Reducing RF Power Amplifier Characterization Time Using NI PXI and LabVIEW

"Using NI PXI, we were able to reduce the time it takes to characterize a new component from two weeks to about one day."

-Gary Shipley, TriQuint Semiconductor

challenge:

Reduce characterization time for increasingly complex wireless power amplifiers (PAs) without sacrificing measurement accuracy or increasing equipment cost .

Solution:

Using NI LabVIEW software and NI PXI modular instruments to develop a power amplifier characterization system has enabled us to increase test throughput by 10 times while reducing capital equipment costs, power consumption, and physical space.

About TriQuint Semiconductor

TriQuint is a leader in high-performance RF solutions for complex mobile devices, defense and aerospace applications, and network infrastructure. Today, TriQuint provides innovative solutions to organizations around the world using GaAs, GaN, SAW, and BAW technologies. Engineers and scientists rely on TriQuint innovations to improve product performance and reduce the total cost of their applications.

Challenges of Existing Power Amplifier Characterization Techniques

Although wireless RF power amplifiers were primarily designed to operate in a single frequency band and in a single mode, modern power amplifiers have to meet more diverse requirements. In fact, modern power amplifiers are designed to operate in eight or more frequency bands and can be used for multiple modulation types including GSM, EDGE, WCDMA, HSPA+, LTE, etc.

At TriQuint Semiconductor, we need to test increasingly complex components at multiple frequencies, voltage levels, temperatures, and power ranges. A complete characterization of a typical component requires approximately 30,000 to 40,000 lines of data to fully test the design. Using traditional rack-based RF test equipment, each line of data takes approximately 10 seconds to collect, which would require more than 110 hours to test each individual component.

Designing a Replacement PXI Test System

To address the challenge of reducing the time required to characterize RF components, we developed a power amplifier characterization test system based on NI PXI, LabVIEW, and NI TestStand. Our power amplifier test bench includes the following instruments:

NI PXIe-5673 6.6 GHz Vector Signal Generator

NI PXIe-5663 6.6 GHz Vector Signal Analyzer

NI PXI -5691 8 GHz Programmable RF Amplifier

NI PXIe-5122 100 MS/s High-Speed ​​Digitizer

NI PXI-4110 Programmable Power Supply[page]

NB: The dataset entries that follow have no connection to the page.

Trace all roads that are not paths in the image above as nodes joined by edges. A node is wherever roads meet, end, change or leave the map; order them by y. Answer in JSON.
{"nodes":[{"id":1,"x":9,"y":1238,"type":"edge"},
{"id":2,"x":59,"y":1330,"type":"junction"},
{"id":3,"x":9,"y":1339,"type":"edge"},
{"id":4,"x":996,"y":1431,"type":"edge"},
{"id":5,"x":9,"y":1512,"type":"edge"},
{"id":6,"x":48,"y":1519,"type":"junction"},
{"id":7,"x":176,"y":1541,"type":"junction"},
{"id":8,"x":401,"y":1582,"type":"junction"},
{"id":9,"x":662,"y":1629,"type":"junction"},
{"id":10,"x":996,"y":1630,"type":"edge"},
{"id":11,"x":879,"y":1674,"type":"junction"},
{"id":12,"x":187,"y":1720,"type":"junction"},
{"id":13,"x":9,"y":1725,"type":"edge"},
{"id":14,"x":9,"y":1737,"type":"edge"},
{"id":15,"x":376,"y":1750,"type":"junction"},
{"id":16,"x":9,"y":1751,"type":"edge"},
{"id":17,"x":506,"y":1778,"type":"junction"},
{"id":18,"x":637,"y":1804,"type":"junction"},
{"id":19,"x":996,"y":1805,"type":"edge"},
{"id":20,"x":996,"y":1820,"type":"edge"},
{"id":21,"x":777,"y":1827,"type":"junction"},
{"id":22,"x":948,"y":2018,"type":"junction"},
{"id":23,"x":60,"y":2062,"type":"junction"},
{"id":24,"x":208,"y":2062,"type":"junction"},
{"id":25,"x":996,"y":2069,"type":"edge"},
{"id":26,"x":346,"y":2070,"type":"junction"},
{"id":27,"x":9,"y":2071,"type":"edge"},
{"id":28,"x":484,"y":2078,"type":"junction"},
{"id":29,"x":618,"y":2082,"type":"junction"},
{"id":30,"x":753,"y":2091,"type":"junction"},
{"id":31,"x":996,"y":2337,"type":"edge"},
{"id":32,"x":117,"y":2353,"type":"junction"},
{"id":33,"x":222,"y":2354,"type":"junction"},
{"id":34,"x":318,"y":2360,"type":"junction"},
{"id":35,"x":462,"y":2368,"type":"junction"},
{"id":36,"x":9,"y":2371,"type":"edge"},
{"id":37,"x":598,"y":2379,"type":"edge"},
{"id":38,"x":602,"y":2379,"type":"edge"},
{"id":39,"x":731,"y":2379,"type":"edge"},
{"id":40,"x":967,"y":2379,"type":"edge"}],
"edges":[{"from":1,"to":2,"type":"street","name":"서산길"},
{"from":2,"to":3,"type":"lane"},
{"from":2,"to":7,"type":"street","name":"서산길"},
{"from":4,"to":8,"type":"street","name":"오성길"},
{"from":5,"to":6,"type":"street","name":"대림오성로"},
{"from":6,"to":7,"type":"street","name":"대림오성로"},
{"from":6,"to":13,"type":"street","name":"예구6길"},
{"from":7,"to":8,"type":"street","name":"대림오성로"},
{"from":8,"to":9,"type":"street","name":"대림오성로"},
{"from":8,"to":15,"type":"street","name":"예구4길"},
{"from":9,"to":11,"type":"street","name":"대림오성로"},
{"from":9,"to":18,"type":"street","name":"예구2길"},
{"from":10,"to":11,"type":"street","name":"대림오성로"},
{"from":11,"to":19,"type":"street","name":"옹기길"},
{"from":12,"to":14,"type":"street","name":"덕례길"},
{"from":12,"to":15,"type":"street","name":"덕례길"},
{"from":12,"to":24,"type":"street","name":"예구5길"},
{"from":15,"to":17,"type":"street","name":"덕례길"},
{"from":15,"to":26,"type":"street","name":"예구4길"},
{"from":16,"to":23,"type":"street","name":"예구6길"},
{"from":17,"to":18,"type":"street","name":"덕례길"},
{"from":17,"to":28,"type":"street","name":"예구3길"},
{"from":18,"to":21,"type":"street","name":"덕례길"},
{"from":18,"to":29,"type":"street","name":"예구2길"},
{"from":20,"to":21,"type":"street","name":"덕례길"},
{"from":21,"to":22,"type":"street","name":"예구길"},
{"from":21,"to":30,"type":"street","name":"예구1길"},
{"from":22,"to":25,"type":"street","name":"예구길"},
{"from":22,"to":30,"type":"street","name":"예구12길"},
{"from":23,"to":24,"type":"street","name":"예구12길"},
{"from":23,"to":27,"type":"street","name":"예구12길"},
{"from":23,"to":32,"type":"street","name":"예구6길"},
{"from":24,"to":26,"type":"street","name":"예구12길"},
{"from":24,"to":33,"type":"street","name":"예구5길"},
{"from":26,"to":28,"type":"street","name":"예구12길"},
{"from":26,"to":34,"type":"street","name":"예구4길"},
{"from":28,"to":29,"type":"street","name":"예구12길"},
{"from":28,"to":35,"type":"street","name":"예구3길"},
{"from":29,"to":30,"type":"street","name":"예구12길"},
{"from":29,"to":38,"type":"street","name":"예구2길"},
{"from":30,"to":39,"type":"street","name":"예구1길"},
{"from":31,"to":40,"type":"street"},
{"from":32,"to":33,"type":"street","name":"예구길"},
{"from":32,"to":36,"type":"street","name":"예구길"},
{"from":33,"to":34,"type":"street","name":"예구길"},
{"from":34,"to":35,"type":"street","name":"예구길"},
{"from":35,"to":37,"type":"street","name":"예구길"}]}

NI PXI-4130 Power Source Measure Unit

NI PXI-2596 Dual 6x1 26 GHz Multiplexer

100 Mbit/s Digital I/O Module

Traditional Rack Spectrum Analyzer

External power meter, power supply

LabVIEW

NI TestStand

NI GSM/EDGE Measurement Suite

NI Measurement Suite for WCDMA/HSPA+

We updated the existing test plan using LabVIEW software to complete the same measurement sequence on the NI PXI test bench. Because the measurements are faster on the PXI test system, we configured the characterization sequence to use the PXI test bench whenever possible and use traditional rack instrumentation only when necessary.

Benefits of NI PXI

The main reason for deciding to use PXI was the ability to achieve higher measurement speeds without sacrificing measurement accuracy. Typically, on previous RF amplifier test benches, the time required for RF measurements accounts for the vast majority of the total characterization time. PXI takes advantage of high-speed data buses, high-performance multicore CPUs , and parallel measurement algorithms to achieve the fastest possible test speeds. In addition, the NI GSM/EDGE Measurement Suite and the NI Measurement Suite for WCDMA/HSPA+ use synthetic measurements, and all measurements can be completed using a single set of I/Q data. Using these toolkits, we are able to measure power amplifier characteristics such as gain, efficiency, flatness, ACP, ACLR, EVM, and PVT.

Results using PXI

By using PXI to perform most of the measurements in the PA test bench, we reduced the PA characterization time from two weeks to approximately 24 hours. In addition, we observed significant measurement time improvements in each of the GSM, EDGE, and WCDMA measurement tests. Table 1 compares the measurement time and speed improvements of the traditional test bench and the PXI test bench.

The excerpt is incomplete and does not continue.